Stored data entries

**********

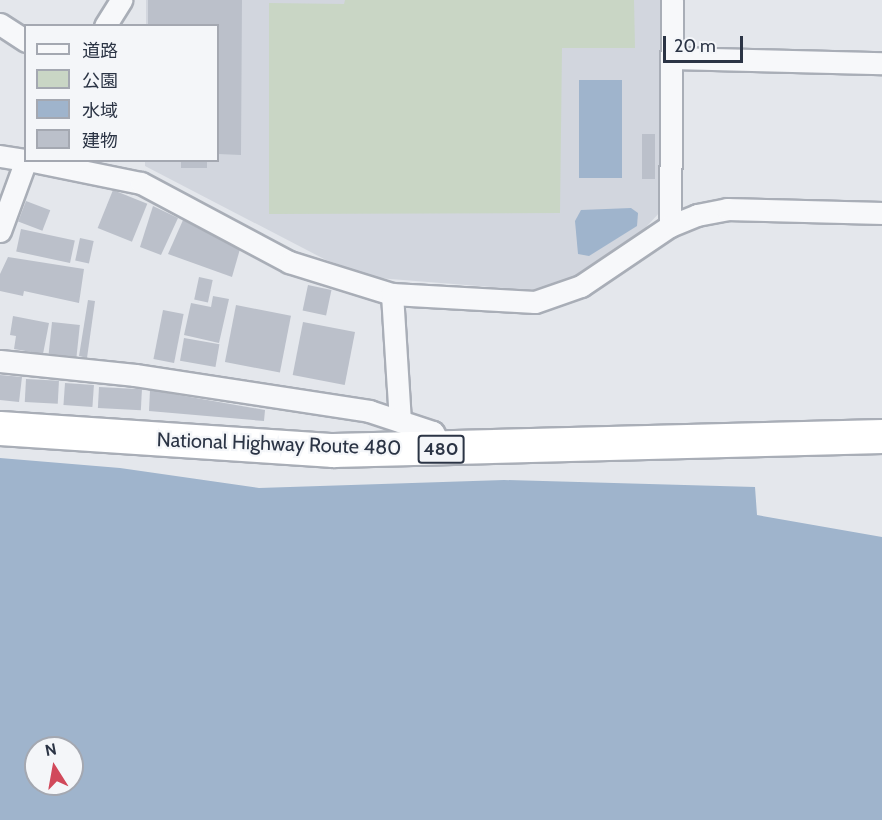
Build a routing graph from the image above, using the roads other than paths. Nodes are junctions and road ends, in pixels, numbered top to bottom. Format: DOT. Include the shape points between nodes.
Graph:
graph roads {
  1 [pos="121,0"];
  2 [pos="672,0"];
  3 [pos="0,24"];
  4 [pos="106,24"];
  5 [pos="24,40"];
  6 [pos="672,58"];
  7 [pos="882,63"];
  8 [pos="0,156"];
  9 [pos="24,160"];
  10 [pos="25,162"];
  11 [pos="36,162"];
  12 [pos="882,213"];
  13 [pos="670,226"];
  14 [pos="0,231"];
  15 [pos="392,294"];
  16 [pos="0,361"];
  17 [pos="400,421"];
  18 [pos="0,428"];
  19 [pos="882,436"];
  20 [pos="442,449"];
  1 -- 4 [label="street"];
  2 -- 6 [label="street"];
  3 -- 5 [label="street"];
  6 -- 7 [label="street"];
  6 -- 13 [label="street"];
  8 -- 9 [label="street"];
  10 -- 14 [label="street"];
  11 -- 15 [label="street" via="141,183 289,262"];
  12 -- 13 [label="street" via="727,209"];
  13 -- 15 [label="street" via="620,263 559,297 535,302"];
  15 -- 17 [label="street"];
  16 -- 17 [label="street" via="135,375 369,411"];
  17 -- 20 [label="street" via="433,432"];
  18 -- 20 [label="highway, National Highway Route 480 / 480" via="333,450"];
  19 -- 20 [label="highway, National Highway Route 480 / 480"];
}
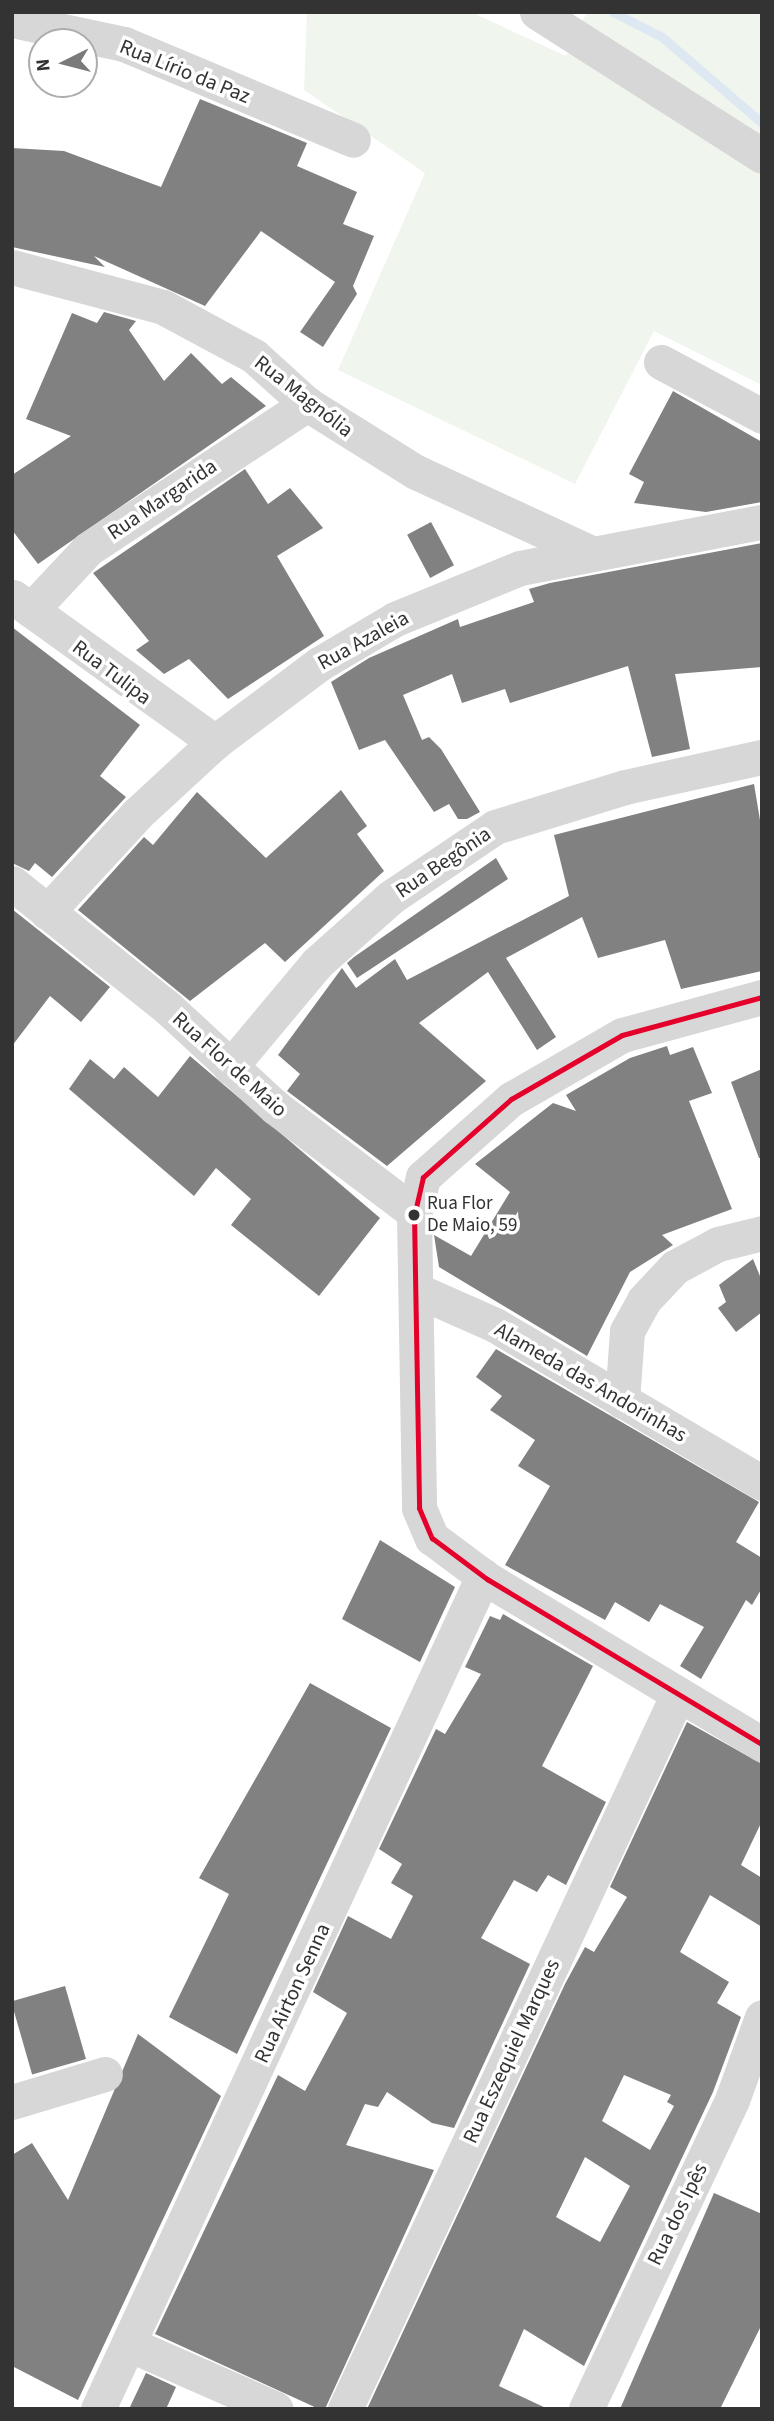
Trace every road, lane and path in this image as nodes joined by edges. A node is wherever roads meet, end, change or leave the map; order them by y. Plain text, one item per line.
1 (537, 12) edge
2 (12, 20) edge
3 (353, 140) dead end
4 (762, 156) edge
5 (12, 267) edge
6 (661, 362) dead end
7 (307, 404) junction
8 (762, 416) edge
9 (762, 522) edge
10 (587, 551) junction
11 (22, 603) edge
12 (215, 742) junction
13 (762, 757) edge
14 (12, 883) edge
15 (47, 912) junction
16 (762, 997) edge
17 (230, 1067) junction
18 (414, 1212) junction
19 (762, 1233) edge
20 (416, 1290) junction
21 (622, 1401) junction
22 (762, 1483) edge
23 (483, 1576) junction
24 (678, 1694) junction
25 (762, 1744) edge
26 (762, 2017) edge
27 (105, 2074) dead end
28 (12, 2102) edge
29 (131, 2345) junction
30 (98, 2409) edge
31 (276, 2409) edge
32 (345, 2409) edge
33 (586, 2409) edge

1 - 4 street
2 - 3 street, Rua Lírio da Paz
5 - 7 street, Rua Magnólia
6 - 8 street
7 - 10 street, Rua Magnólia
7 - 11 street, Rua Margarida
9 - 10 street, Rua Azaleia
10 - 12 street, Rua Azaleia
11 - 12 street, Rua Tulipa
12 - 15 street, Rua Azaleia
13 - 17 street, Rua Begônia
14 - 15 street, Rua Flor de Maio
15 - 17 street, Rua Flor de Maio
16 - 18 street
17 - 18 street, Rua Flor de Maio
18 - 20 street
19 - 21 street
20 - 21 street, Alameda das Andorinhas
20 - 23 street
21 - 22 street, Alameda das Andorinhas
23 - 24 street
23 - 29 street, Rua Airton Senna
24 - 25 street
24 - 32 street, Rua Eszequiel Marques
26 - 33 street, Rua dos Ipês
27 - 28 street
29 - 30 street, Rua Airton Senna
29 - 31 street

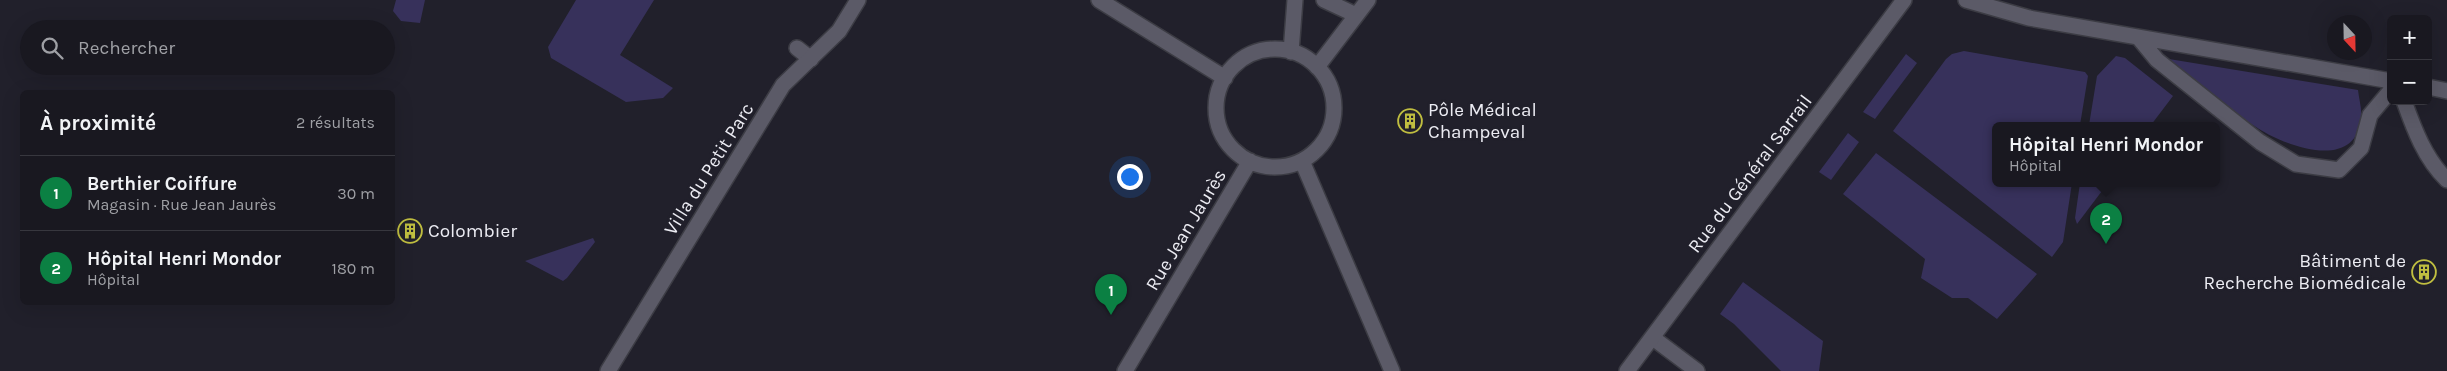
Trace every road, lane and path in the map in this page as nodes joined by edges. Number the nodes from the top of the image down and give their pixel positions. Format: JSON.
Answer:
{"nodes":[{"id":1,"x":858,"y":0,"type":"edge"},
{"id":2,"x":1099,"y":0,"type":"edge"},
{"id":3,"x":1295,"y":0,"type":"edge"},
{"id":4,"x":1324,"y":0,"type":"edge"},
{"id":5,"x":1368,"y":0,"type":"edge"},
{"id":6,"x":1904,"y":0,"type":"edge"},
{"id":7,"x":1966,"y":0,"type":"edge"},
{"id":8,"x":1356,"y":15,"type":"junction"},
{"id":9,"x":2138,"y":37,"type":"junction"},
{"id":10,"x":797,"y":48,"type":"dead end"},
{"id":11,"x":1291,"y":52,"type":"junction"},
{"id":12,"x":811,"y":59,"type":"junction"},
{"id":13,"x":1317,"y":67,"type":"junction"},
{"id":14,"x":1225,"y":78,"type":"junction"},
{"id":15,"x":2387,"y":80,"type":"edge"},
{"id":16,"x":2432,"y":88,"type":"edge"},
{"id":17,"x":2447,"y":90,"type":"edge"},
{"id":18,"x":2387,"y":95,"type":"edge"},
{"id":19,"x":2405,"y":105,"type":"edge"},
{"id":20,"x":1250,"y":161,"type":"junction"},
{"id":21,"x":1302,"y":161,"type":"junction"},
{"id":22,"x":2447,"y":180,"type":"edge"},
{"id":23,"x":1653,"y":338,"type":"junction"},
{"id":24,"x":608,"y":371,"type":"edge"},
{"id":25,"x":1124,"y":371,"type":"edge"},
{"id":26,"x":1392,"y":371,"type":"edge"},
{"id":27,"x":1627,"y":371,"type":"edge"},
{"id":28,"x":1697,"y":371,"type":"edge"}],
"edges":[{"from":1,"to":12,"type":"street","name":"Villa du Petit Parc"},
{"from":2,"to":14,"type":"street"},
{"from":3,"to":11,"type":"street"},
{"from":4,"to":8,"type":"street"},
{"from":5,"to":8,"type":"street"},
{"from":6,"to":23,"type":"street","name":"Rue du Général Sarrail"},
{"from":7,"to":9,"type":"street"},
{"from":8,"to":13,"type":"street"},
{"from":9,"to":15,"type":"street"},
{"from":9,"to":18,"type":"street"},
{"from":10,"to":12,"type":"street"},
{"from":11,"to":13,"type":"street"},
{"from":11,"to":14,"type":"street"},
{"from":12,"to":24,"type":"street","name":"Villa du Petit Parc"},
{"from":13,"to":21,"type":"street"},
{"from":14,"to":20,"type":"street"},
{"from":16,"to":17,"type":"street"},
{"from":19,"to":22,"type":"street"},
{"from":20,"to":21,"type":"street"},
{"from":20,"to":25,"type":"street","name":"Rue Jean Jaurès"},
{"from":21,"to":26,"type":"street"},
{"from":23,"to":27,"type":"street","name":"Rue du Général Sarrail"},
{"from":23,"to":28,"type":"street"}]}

**********

Leaving out each picture, repeat exactly the lines above from the one that contains "Trace every road, lane and path in this" through the one that contains "Trace every road, lane and path in the".

Trace every road, lane and path in this image as nodes joined by edges. A node is wherever roads meet, end, change or leave the map; order them by y. Plain text, one item per line.
1 (537, 12) edge
2 (12, 20) edge
3 (353, 140) dead end
4 (762, 156) edge
5 (12, 267) edge
6 (661, 362) dead end
7 (307, 404) junction
8 (762, 416) edge
9 (762, 522) edge
10 (587, 551) junction
11 (22, 603) edge
12 (215, 742) junction
13 (762, 757) edge
14 (12, 883) edge
15 (47, 912) junction
16 (762, 997) edge
17 (230, 1067) junction
18 (414, 1212) junction
19 (762, 1233) edge
20 (416, 1290) junction
21 (622, 1401) junction
22 (762, 1483) edge
23 (483, 1576) junction
24 (678, 1694) junction
25 (762, 1744) edge
26 (762, 2017) edge
27 (105, 2074) dead end
28 (12, 2102) edge
29 (131, 2345) junction
30 (98, 2409) edge
31 (276, 2409) edge
32 (345, 2409) edge
33 (586, 2409) edge

1 - 4 street
2 - 3 street, Rua Lírio da Paz
5 - 7 street, Rua Magnólia
6 - 8 street
7 - 10 street, Rua Magnólia
7 - 11 street, Rua Margarida
9 - 10 street, Rua Azaleia
10 - 12 street, Rua Azaleia
11 - 12 street, Rua Tulipa
12 - 15 street, Rua Azaleia
13 - 17 street, Rua Begônia
14 - 15 street, Rua Flor de Maio
15 - 17 street, Rua Flor de Maio
16 - 18 street
17 - 18 street, Rua Flor de Maio
18 - 20 street
19 - 21 street
20 - 21 street, Alameda das Andorinhas
20 - 23 street
21 - 22 street, Alameda das Andorinhas
23 - 24 street
23 - 29 street, Rua Airton Senna
24 - 25 street
24 - 32 street, Rua Eszequiel Marques
26 - 33 street, Rua dos Ipês
27 - 28 street
29 - 30 street, Rua Airton Senna
29 - 31 street

Trace every road, lane and path in the map in this page as nodes joined by edges. Number the nodes from the top of the image down and give their pixel positions. Format: JSON.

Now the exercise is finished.